December 9, 2009
ABSTRACT SKULLS, Spungiforms cd (originally released on cassette, ca. 1985; re-released 2009 by EEEE EEEE Records)
Band members: George Hinchliffe, Davy Walklett, Ian "Wig" Wood"; guests Sue Swift, Diz Willis
You know that, in your darkest heart of hearts, you have often wondered: 'What would the Residents sound like if you took away their keyboards and gave them only some uncertain brass instrument, the occasional bass and guitar, but mostly what sounds like pots, pans, plates and cymbals, as well as equally ambiguous stringed instruments, possibly including violin, ukulele and banjo?' Ok, so the percussion would give you 'Land of A Thousand Dances' from THIRD REICH AND ROLL, but the rest would not be as easily squeezed into the conceit.

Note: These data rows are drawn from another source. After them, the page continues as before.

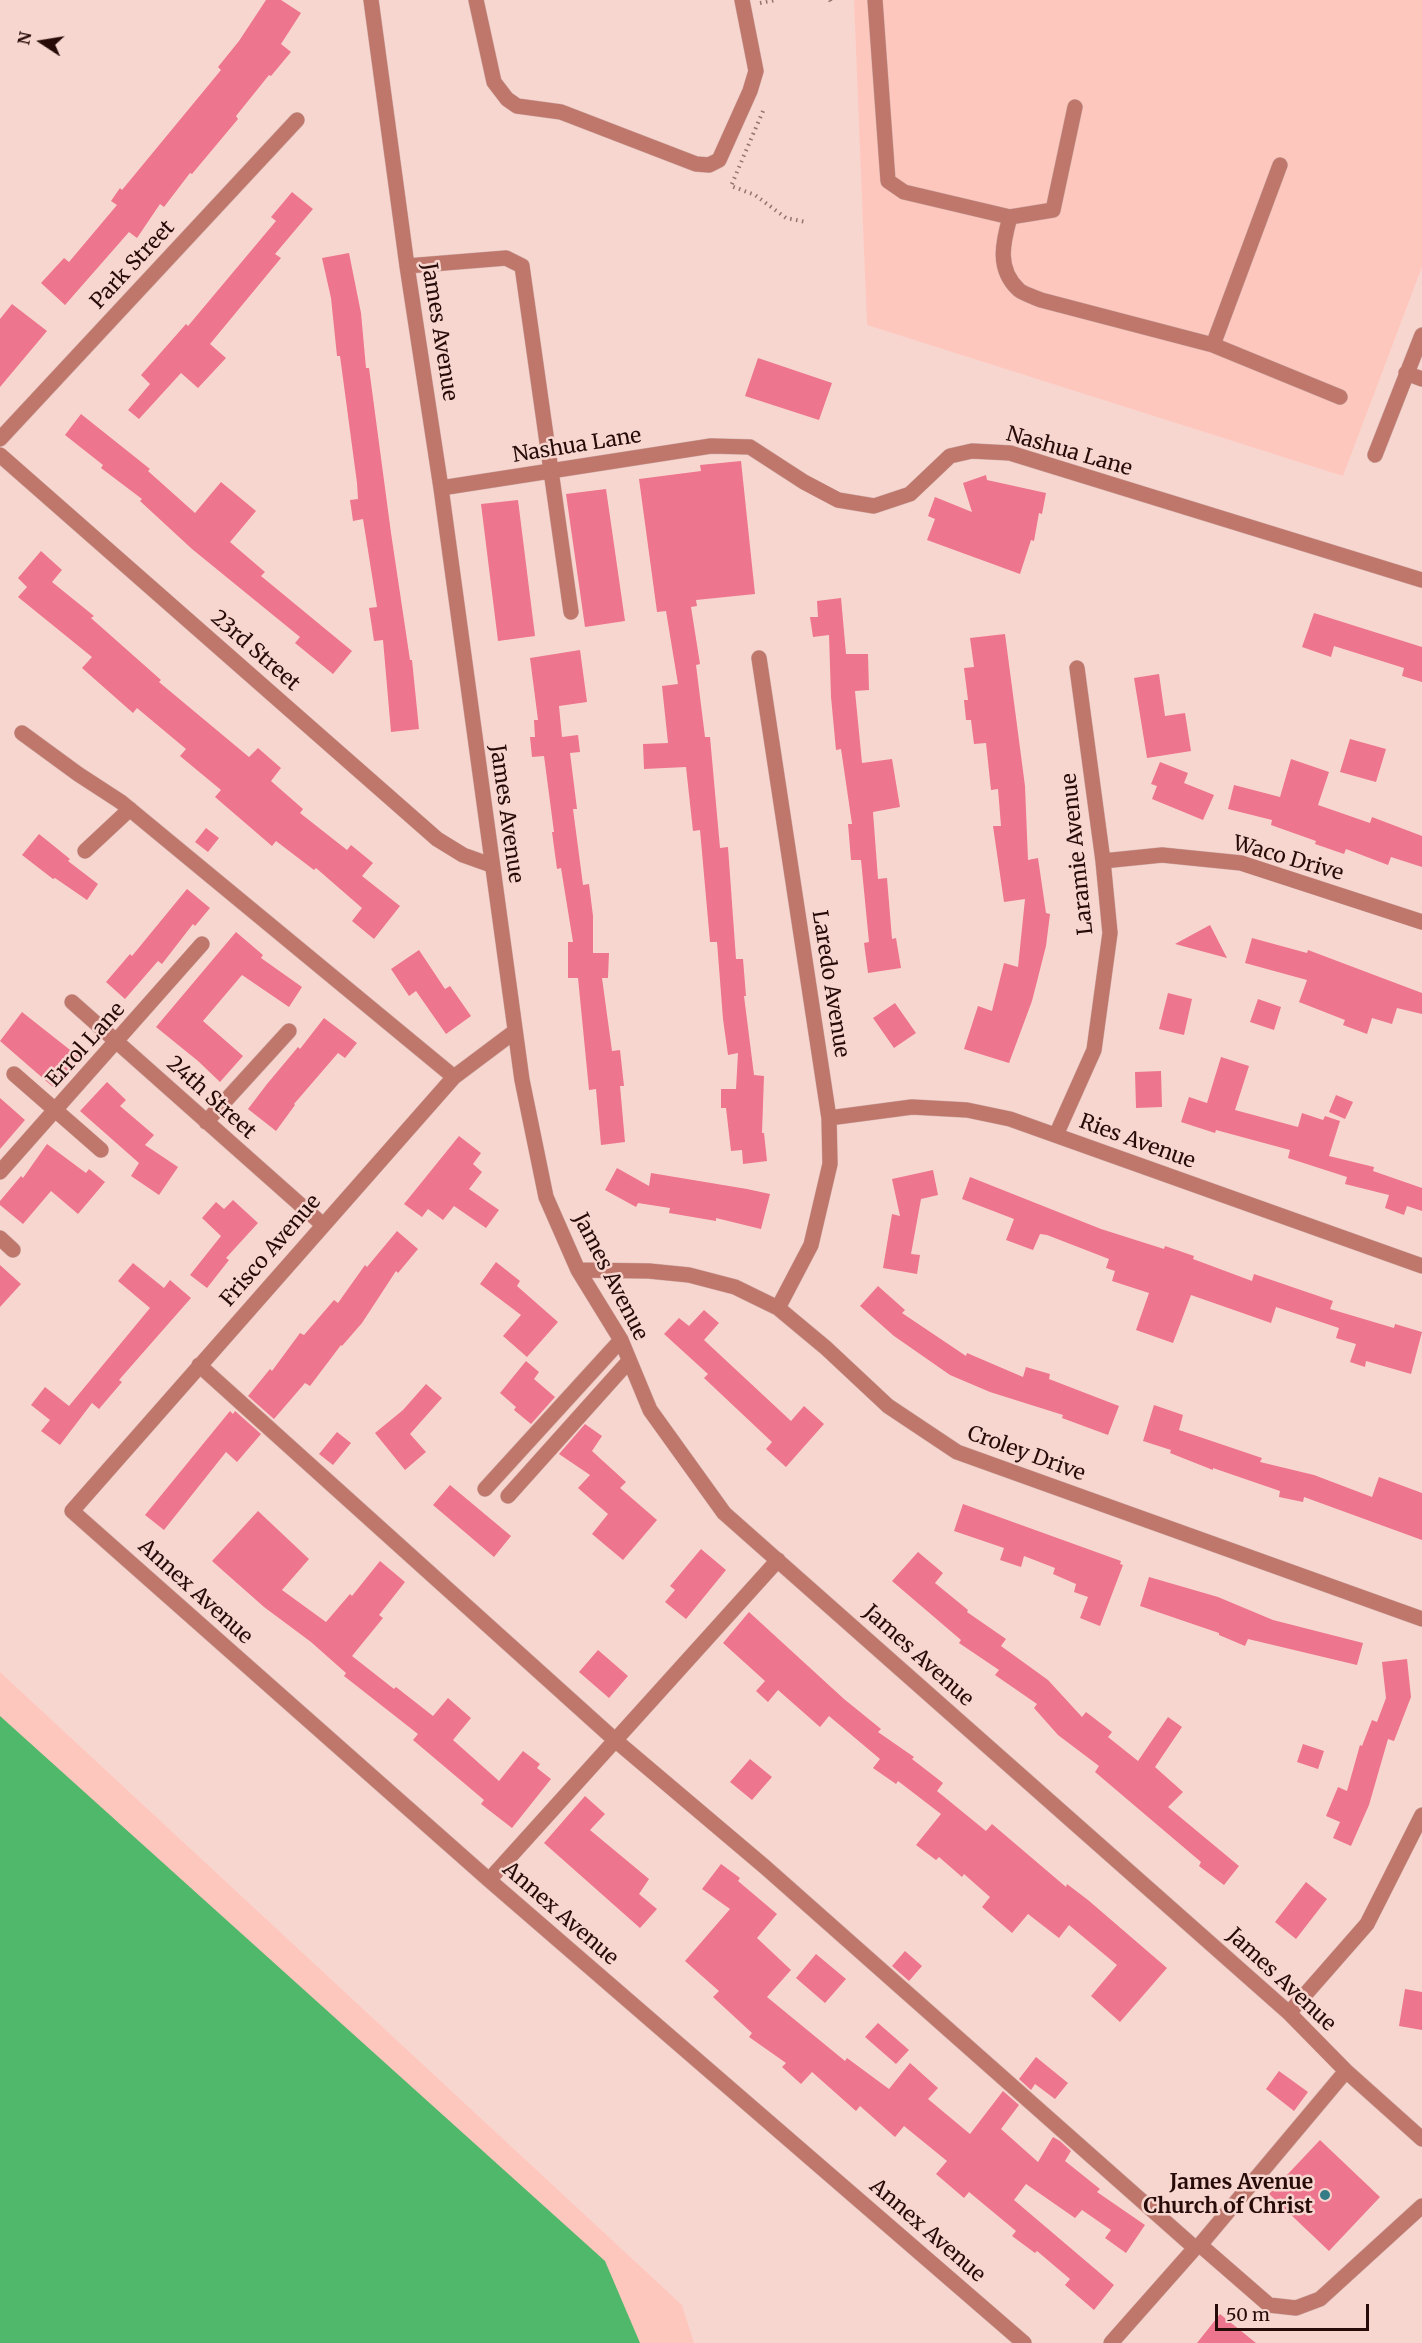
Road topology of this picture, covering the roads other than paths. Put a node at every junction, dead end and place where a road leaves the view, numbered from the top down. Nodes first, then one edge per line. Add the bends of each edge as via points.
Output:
1 (371, 0) edge
2 (476, 0) edge
3 (742, 0) edge
4 (875, 0) edge
5 (1075, 107) dead end
6 (297, 120) dead end
7 (1280, 165) dead end
8 (1010, 217) junction
9 (407, 266) junction
10 (1422, 335) edge
11 (1213, 345) junction
12 (1406, 373) junction
13 (1422, 379) edge
14 (1340, 397) dead end
15 (0, 439) edge
16 (0, 455) edge
17 (1375, 455) dead end
18 (549, 472) junction
19 (441, 488) junction
20 (1422, 580) edge
21 (571, 612) dead end
22 (759, 658) dead end
23 (1077, 668) dead end
24 (22, 733) dead end
25 (130, 809) junction
26 (85, 851) dead end
27 (1103, 861) junction
28 (491, 865) junction
29 (1422, 922) edge
30 (202, 944) dead end
31 (72, 1002) dead end
32 (289, 1030) dead end
33 (514, 1032) junction
34 (117, 1042) junction
35 (14, 1074) dead end
36 (454, 1077) junction
37 (56, 1110) junction
38 (829, 1118) junction
39 (206, 1122) junction
40 (1056, 1135) junction
41 (101, 1150) dead end
42 (0, 1172) edge
43 (322, 1224) junction
44 (0, 1238) edge
45 (13, 1250) dead end
46 (1422, 1266) edge
47 (578, 1270) junction
48 (778, 1308) junction
49 (621, 1340) junction
50 (629, 1361) junction
51 (199, 1365) junction
52 (485, 1489) dead end
53 (508, 1497) dead end
54 (72, 1511) joint
55 (777, 1560) junction
56 (1422, 1619) edge
57 (615, 1740) junction
58 (1422, 1815) edge
59 (489, 1880) junction
60 (1289, 2013) junction
61 (1346, 2071) junction
62 (1422, 2139) edge
63 (1422, 2206) edge
64 (1198, 2247) junction
65 (1024, 2343) edge
66 (1111, 2343) edge

1 - 9 street, James Avenue
2 - 3 street via 494,82 507,99 517,106 561,112 696,164 709,165 719,160 756,70
4 - 8 street via 888,181 904,192
5 - 8 street via 1053,210
6 - 15 street, Park Street
7 - 11 street
8 - 11 street via 1002,248 1006,272 1019,290 1041,300
9 - 18 street via 506,258 522,266
9 - 19 street, James Avenue
10 - 12 street
11 - 14 street
12 - 13 street
12 - 17 street
16 - 28 street, 23rd Street via 438,839 463,855
18 - 19 street, Nashua Lane
18 - 20 street, Nashua Lane via 711,446 750,447 838,500 874,506 910,494 950,456 972,451 1010,453
18 - 21 street
19 - 28 street, James Avenue
22 - 38 street, Laredo Avenue
23 - 27 street, Laramie Avenue
24 - 25 street
25 - 26 street
25 - 36 street
27 - 29 street, Waco Drive via 1162,855 1241,863
27 - 40 street, Laramie Avenue via 1110,933 1094,1050
28 - 33 street, James Avenue
30 - 34 street, Errol Lane
31 - 34 street, 24th Street
32 - 39 street
33 - 36 street, Frisco Avenue
33 - 47 street, James Avenue via 546,1197
34 - 37 street, Errol Lane
34 - 39 street, 24th Street
35 - 37 street
36 - 43 street, Frisco Avenue
37 - 41 street
37 - 42 street, Errol Lane
38 - 40 street, Ries Avenue via 912,1107 967,1110
38 - 48 street, Laredo Avenue via 830,1164 811,1245
39 - 43 street, 24th Street
40 - 46 street, Ries Avenue
43 - 51 street, Frisco Avenue
44 - 45 street
47 - 48 street, Croley Drive via 689,1275 735,1287
47 - 49 street, James Avenue
48 - 56 street, Croley Drive via 888,1406 957,1452
49 - 50 street, James Avenue
49 - 52 street
50 - 53 street
50 - 55 street, James Avenue via 650,1410 724,1513
51 - 54 street, Frisco Avenue
51 - 57 street
54 - 59 street, Annex Avenue
55 - 57 street
55 - 60 street, James Avenue
57 - 59 street
57 - 64 street
58 - 60 street via 1367,1924
59 - 65 street, Annex Avenue
60 - 61 street, James Avenue
61 - 62 street, James Avenue
61 - 64 street
63 - 64 street via 1320,2299 1296,2308 1269,2305
64 - 66 street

You might get something like this 10-song cassette, 9 of whose selections are quite challenging. Even free jazz/improv might be misleading, because, well, much of Ornette Coleman's work has passages of beauty and melody. There's not a lot of either here.

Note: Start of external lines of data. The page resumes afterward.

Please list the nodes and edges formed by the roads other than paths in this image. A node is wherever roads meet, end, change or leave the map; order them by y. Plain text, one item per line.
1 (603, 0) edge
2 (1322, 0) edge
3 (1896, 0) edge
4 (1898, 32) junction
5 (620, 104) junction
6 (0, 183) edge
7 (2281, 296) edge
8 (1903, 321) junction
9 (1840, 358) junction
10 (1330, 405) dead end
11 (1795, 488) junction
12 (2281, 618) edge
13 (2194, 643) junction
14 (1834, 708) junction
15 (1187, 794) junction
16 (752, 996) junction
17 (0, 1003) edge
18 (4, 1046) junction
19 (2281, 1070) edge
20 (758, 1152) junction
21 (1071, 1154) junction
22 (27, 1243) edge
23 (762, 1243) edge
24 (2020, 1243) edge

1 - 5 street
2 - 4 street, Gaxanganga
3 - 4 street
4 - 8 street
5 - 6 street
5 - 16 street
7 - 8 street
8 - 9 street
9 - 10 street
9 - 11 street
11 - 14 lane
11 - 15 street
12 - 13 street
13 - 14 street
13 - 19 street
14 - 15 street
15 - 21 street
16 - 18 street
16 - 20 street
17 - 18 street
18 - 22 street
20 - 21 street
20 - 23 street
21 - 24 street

"Skarp Hedin's Axe" has some vaguely jazzy chords and figures on guitar and bass, and bears a vague resemblance to "Peter Gunn" as played by The Shaggs, but the clanging percussion and the sheer repetitiveness of the selection might tax some people's endurance. "42 West German Splints" is a little like Ornette Coleman, but in his trumpet playing (I think it's a trumpet) rather than saxophone, and the plinky string accompaniment on what is either a banjo or a ukulele is not exactly there to provide harmony under the vague swipes at melody the horn attempts. "Danse De Maquette" has a certain technique, as what is either a ukulele or a banjo is treated to both pizzicato plucking and the piece ends with a brief snatch of what sounds like tape-molested voice. "ESP" sounds like a slightly tamer cousin of "42" above. "Cavillato" actually is a LITTLE catchy, as it has both sawed and pizzicato violin, but it meanders quite a bit. "Volgaboatpersons" is the most Residential here, as it takes the familiar tune (you would recognize it) and does unspeakable lurching things to it, and "Sprats" does much the same to a violin and thumping composition. "Dextra et Lamina" has squeaky noises that sound like doors or drawers, some more violin violence and another, longer, droning vocal tape insertion.

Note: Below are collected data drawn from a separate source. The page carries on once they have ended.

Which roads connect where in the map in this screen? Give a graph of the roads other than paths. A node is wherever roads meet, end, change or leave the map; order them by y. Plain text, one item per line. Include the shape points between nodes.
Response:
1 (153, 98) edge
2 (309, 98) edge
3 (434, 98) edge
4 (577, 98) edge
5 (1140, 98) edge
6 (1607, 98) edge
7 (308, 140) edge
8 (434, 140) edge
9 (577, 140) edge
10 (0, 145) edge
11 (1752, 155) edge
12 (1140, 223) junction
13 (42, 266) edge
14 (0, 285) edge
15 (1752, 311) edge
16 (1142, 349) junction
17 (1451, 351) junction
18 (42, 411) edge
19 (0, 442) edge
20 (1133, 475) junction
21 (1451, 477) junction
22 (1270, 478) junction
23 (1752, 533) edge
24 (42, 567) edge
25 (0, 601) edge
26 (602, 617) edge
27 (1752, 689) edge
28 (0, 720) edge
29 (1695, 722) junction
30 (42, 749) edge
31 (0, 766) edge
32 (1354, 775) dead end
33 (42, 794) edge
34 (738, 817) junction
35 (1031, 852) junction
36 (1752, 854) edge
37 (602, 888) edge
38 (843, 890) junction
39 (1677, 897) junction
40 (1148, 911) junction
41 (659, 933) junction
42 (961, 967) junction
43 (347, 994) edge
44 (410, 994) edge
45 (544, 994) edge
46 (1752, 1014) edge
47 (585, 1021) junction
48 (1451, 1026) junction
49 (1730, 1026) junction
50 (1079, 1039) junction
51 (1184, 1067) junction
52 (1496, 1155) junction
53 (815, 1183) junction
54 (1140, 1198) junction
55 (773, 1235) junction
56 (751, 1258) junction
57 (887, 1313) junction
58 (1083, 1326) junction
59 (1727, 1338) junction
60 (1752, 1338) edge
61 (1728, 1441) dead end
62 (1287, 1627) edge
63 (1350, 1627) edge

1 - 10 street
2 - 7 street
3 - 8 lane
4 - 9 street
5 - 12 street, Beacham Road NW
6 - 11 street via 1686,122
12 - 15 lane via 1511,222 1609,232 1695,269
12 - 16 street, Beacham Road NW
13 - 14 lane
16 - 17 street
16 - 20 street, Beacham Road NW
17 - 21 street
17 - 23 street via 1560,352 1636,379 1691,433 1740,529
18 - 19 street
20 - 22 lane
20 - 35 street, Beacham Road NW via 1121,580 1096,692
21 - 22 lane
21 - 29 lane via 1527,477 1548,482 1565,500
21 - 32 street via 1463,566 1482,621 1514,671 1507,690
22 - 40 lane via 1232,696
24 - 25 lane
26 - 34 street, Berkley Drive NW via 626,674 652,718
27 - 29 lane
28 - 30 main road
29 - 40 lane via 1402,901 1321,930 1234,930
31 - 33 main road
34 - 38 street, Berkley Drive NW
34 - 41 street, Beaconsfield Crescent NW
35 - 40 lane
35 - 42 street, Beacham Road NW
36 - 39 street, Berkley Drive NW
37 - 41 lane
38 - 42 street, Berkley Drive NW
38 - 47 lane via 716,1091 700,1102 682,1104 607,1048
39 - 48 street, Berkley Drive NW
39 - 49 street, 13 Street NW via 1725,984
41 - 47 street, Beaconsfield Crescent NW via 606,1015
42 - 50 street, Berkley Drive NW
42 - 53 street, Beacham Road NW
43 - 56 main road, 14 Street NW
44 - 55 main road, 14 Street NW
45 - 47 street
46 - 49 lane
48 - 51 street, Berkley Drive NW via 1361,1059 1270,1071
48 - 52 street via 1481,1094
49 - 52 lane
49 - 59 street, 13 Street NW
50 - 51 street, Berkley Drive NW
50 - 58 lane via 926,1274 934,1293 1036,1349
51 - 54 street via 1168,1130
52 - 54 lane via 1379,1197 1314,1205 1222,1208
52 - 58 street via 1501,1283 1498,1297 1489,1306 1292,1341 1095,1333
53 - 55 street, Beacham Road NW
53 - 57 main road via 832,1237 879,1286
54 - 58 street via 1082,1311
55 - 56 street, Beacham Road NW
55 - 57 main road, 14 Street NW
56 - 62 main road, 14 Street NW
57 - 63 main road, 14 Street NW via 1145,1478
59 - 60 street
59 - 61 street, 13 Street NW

And then, suddenly...A TUNE!! "Hebden Bridge Suite" is recognizably these people, as the percussion is the same thump and splash, but the trumpet is playing a melody of sorts, the strumming ukulele or banjo is often providing a harmonic base and even the peculiar little guitar noises are not forbidding this time. It goes on for 17 minutes, though, which is where I suppose its "difficult listening" credentials are earned.
And back to the difficult listening. The similarly lengthy "Invisible Member (Ocean)" has more trumpet torture and a somewhat sophisticated but ear-testing base of unclear stringy noises.
An intriguing little collection. I do think you'd have to be in a very special mood to love it, but it is certainly a sign of creative minds, and you just know they're doing it on purpose, because there are signs of chops (much like a violin player on the streets of my town who has skills and fingering technique, but evidently either never learned to tune or is doing the Jandek thing of tuning to how he feels - in which case, get help... ;) ).